I'd say thats what happens when things are made in one of the two best Carolinas, but knowing the labor pool as I do in SC, the saying the wife and I use when dealing with people is "Well, that's who showed up today", meaning, most of the people don't even show up.


----------



## r7k (Jan 25, 2019)

wash off the grime and then watch and see if it comes back and then decide.

the honda valve cover is rtv'd on. Of the few GCV engines (mowers, snowblowers) I've worked on those covers have been nearly impossible to remove without bending and wrecking it, which is stamped aluminum. I've never seen one with a paper or cork gasket.
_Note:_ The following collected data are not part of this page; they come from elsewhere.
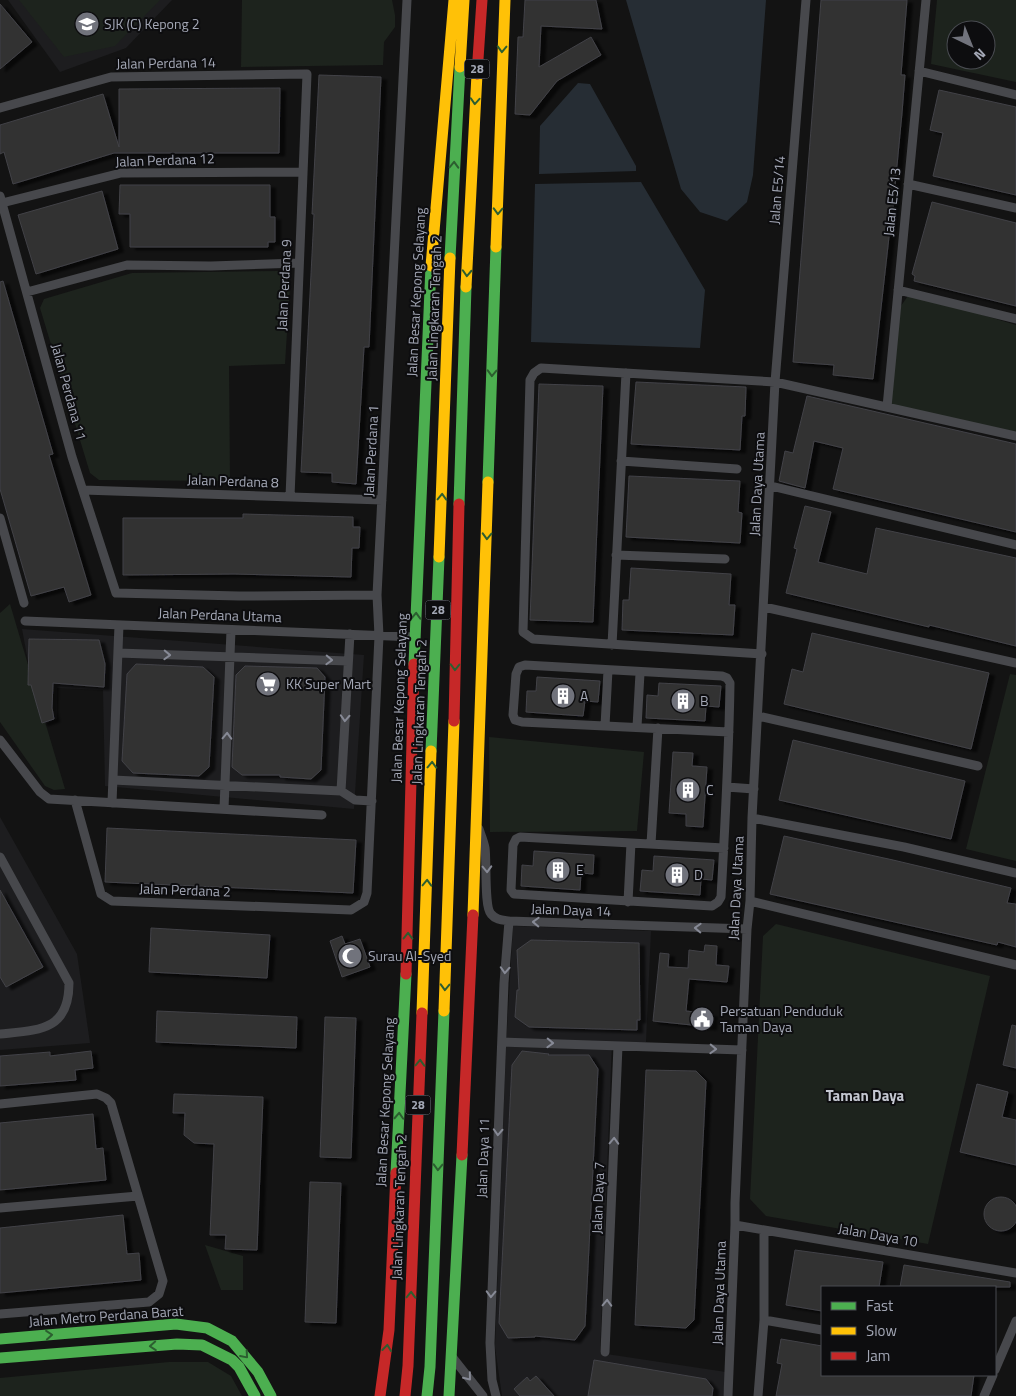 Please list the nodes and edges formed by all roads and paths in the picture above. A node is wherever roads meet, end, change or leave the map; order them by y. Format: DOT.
graph roads {
  1 [pos="407,0"];
  2 [pos="454,0"];
  3 [pos="464,0"];
  4 [pos="482,0"];
  5 [pos="506,0"];
  6 [pos="806,0"];
  7 [pos="926,0"];
  8 [pos="919,72"];
  9 [pos="307,74"];
  10 [pos="1016,95"];
  11 [pos="0,108"];
  12 [pos="303,172"];
  13 [pos="908,184"];
  14 [pos="1,200"];
  15 [pos="1016,208"];
  16 [pos="299,263"];
  17 [pos="898,290"];
  18 [pos="27,292"];
  19 [pos="1016,319"];
  20 [pos="626,373"];
  21 [pos="775,382"];
  22 [pos="887,407"];
  23 [pos="1016,436"];
  24 [pos="621,461"];
  25 [pos="737,469"];
  26 [pos="771,486"];
  27 [pos="83,490"];
  28 [pos="290,497"];
  29 [pos="382,500"];
  30 [pos="0,518"];
  31 [pos="1016,544"];
  32 [pos="616,555"];
  33 [pos="725,559"];
  34 [pos="377,595"];
  35 [pos="24,603"];
  36 [pos="764,607"];
  37 [pos="25,621"];
  38 [pos="120,625"];
  39 [pos="231,630"];
  40 [pos="350,634"];
  41 [pos="379,636"];
  42 [pos="415,637"];
  43 [pos="612,645"];
  44 [pos="118,653"];
  45 [pos="762,654"];
  46 [pos="230,657"];
  47 [pos="348,661"];
  48 [pos="1016,663"];
  49 [pos="608,670"];
  50 [pos="640,672"];
  51 [pos="758,716"];
  52 [pos="606,726"];
  53 [pos="637,727"];
  54 [pos="658,728"];
  55 [pos="729,732"];
  56 [pos="0,740"];
  57 [pos="978,766"];
  58 [pos="113,780"];
  59 [pos="225,785"];
  60 [pos="727,787"];
  61 [pos="754,789"];
  62 [pos="341,791"];
  63 [pos="75,800"];
  64 [pos="372,801"];
  65 [pos="112,803"];
  66 [pos="224,809"];
  67 [pos="322,815"];
  68 [pos="752,818"];
  69 [pos="477,822"];
  70 [pos="631,843"];
  71 [pos="652,844"];
  72 [pos="724,848"];
  73 [pos="0,857"];
  74 [pos="1016,873"];
  75 [pos="750,901"];
  76 [pos="364,902"];
  77 [pos="628,902"];
  78 [pos="509,921"];
  79 [pos="747,930"];
  80 [pos="1016,965"];
  81 [pos="0,1034"];
  82 [pos="502,1042"];
  83 [pos="618,1046"];
  84 [pos="742,1050"];
  85 [pos="0,1104"];
  86 [pos="138,1196"];
  87 [pos="0,1208"];
  88 [pos="736,1225"];
  89 [pos="764,1230"];
  90 [pos="1016,1273"];
  91 [pos="0,1314"];
  92 [pos="764,1320"];
  93 [pos="1016,1322"];
  94 [pos="206,1328"];
  95 [pos="821,1330"];
  96 [pos="0,1339"];
  97 [pos="202,1345"];
  98 [pos="605,1352"];
  99 [pos="0,1358"];
  100 [pos="452,1358"];
  101 [pos="997,1360"];
  102 [pos="993,1376"];
  103 [pos="381,1393"];
  104 [pos="449,1395"];
  105 [pos="255,1396"];
  106 [pos="271,1396"];
  107 [pos="405,1396"];
  108 [pos="427,1396"];
  109 [pos="483,1396"];
  110 [pos="496,1396"];
  111 [pos="728,1396"];
  112 [pos="758,1396"];
  113 [pos="984,1396"];
  1 -- 29 [label="street, Jalan Perdana 1"];
  42 -- 2 [label="main road, Jalan Besar Kepong Selayang, one-way"];
  107 -- 3 [label="main road, Jalan Lingkaran Tengah 2 / 28, one-way"];
  4 -- 108 [label="main road, 28, one-way"];
  5 -- 69 [label="main road, one-way"];
  6 -- 21 [label="street, Jalan E5/14"];
  7 -- 8 [label="street, Jalan E5/13"];
  8 -- 10 [label="street"];
  8 -- 13 [label="street, Jalan E5/13"];
  9 -- 11 [label="street, Jalan Perdana 14"];
  9 -- 12 [label="street, Jalan Perdana 9"];
  12 -- 14 [label="street, Jalan Perdana 12"];
  12 -- 16 [label="street, Jalan Perdana 9"];
  13 -- 15 [label="street"];
  13 -- 17 [label="street, Jalan E5/13"];
  14 -- 18 [label="street, Jalan Perdana 11"];
  16 -- 18 [label="street"];
  16 -- 28 [label="street, Jalan Perdana 9"];
  17 -- 19 [label="street"];
  17 -- 22 [label="street, Jalan E5/13"];
  18 -- 27 [label="street, Jalan Perdana 11"];
  20 -- 21 [label="street"];
  20 -- 24 [label="street"];
  20 -- 43 [label="street"];
  21 -- 22 [label="street"];
  21 -- 26 [label="street, Jalan Daya Utama"];
  22 -- 23 [label="street"];
  24 -- 25 [label="street"];
  24 -- 32 [label="street"];
  26 -- 31 [label="street"];
  26 -- 36 [label="street, Jalan Daya Utama"];
  27 -- 28 [label="street, Jalan Perdana 8"];
  27 -- 34 [label="street, Jalan Perdana 11"];
  28 -- 29 [label="street, Jalan Perdana 8"];
  29 -- 34 [label="street, Jalan Perdana 1"];
  30 -- 35 [label="street"];
  32 -- 33 [label="street"];
  32 -- 43 [label="street"];
  34 -- 41 [label="street, Jalan Perdana 1"];
  36 -- 45 [label="street, Jalan Daya Utama"];
  36 -- 48 [label="street"];
  37 -- 38 [label="street, Jalan Perdana Utama"];
  38 -- 39 [label="street, Jalan Perdana Utama"];
  38 -- 44 [label="street"];
  39 -- 40 [label="street, Jalan Perdana Utama"];
  39 -- 46 [label="street"];
  40 -- 41 [label="street, Jalan Perdana Utama"];
  40 -- 47 [label="street"];
  41 -- 42 [label="street, Jalan Perdana Utama"];
  41 -- 64 [label="street, Jalan Perdana 1"];
  103 -- 42 [label="main road, Jalan Besar Kepong Selayang, one-way"];
  43 -- 45 [label="street"];
  44 -- 46 [label="street, one-way"];
  44 -- 58 [label="street"];
  45 -- 51 [label="street, Jalan Daya Utama"];
  46 -- 47 [label="street, one-way"];
  59 -- 46 [label="street, one-way"];
  47 -- 62 [label="street, one-way"];
  49 -- 50 [label="street"];
  49 -- 52 [label="street"];
  49 -- 52 [label="street"];
  50 -- 53 [label="street"];
  50 -- 55 [label="street"];
  51 -- 57 [label="street"];
  51 -- 61 [label="street, Jalan Daya Utama"];
  52 -- 53 [label="street"];
  53 -- 54 [label="street"];
  54 -- 55 [label="street"];
  54 -- 71 [label="street"];
  55 -- 60 [label="street"];
  56 -- 63 [label="street"];
  58 -- 59 [label="street"];
  58 -- 65 [label="street"];
  59 -- 62 [label="street"];
  59 -- 66 [label="street"];
  60 -- 61 [label="street"];
  60 -- 72 [label="street"];
  61 -- 68 [label="street, Jalan Daya Utama"];
  62 -- 64 [label="street"];
  63 -- 65 [label="street"];
  63 -- 76 [label="street, Jalan Perdana 2"];
  64 -- 76 [label="street, Jalan Perdana 1"];
  65 -- 66 [label="street"];
  66 -- 67 [label="street"];
  68 -- 74 [label="street"];
  68 -- 75 [label="street, Jalan Daya Utama"];
  69 -- 78 [label="street, Jalan Daya 14, one-way"];
  69 -- 100 [label="main road"];
  70 -- 71 [label="street"];
  70 -- 77 [label="street"];
  70 -- 77 [label="street"];
  71 -- 72 [label="street"];
  72 -- 77 [label="street"];
  73 -- 81 [label="street"];
  75 -- 79 [label="street, Jalan Daya Utama"];
  75 -- 80 [label="street"];
  79 -- 78 [label="street, Jalan Daya 14, one-way"];
  78 -- 82 [label="street, Jalan Daya 11, one-way"];
  79 -- 84 [label="street, Jalan Daya Utama"];
  82 -- 83 [label="street, one-way"];
  82 -- 110 [label="street, Jalan Daya 11, one-way"];
  83 -- 84 [label="street, one-way"];
  98 -- 83 [label="street, Jalan Daya 7, one-way"];
  84 -- 88 [label="street, Jalan Daya Utama"];
  85 -- 86 [label="street"];
  86 -- 87 [label="street"];
  86 -- 91 [label="street"];
  88 -- 89 [label="street, Jalan Daya 10"];
  88 -- 111 [label="street, Jalan Daya Utama"];
  89 -- 90 [label="street, Jalan Daya 10"];
  89 -- 92 [label="street"];
  92 -- 95 [label="street"];
  92 -- 112 [label="street"];
  93 -- 101 [label="street"];
  96 -- 94 [label="main road, Jalan Metro Perdana Barat, one-way"];
  94 -- 97 [label="street"];
  94 -- 106 [label="main road, Jalan Metro Perdana Barat, one-way"];
  97 -- 99 [label="main road, one-way"];
  97 -- 105 [label="main road"];
  100 -- 104 [label="main road"];
  100 -- 109 [label="street, one-way"];
  102 -- 113 [label="street"];
}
permatex ultra grey or ultra copper is all you need, or ultra black.
I've tried once cutting a gasket, don't do that, it's a waste of time. RTV is best.

you can mail order a replacement cover valve cover pretty cheap [usually] and I would source one first and know you can get it before attempting (and wrecking) the existing installed valve cover because they can be a sob to get off.

yes it can soot up a little bit like that especially if you never hose it and clean it. And especially if you ever tip the mower carb side down the crankcase vent can drain oil into the carb air cleaner. And then eventually what oil that's there then makes it's way out to where you see it in your pic.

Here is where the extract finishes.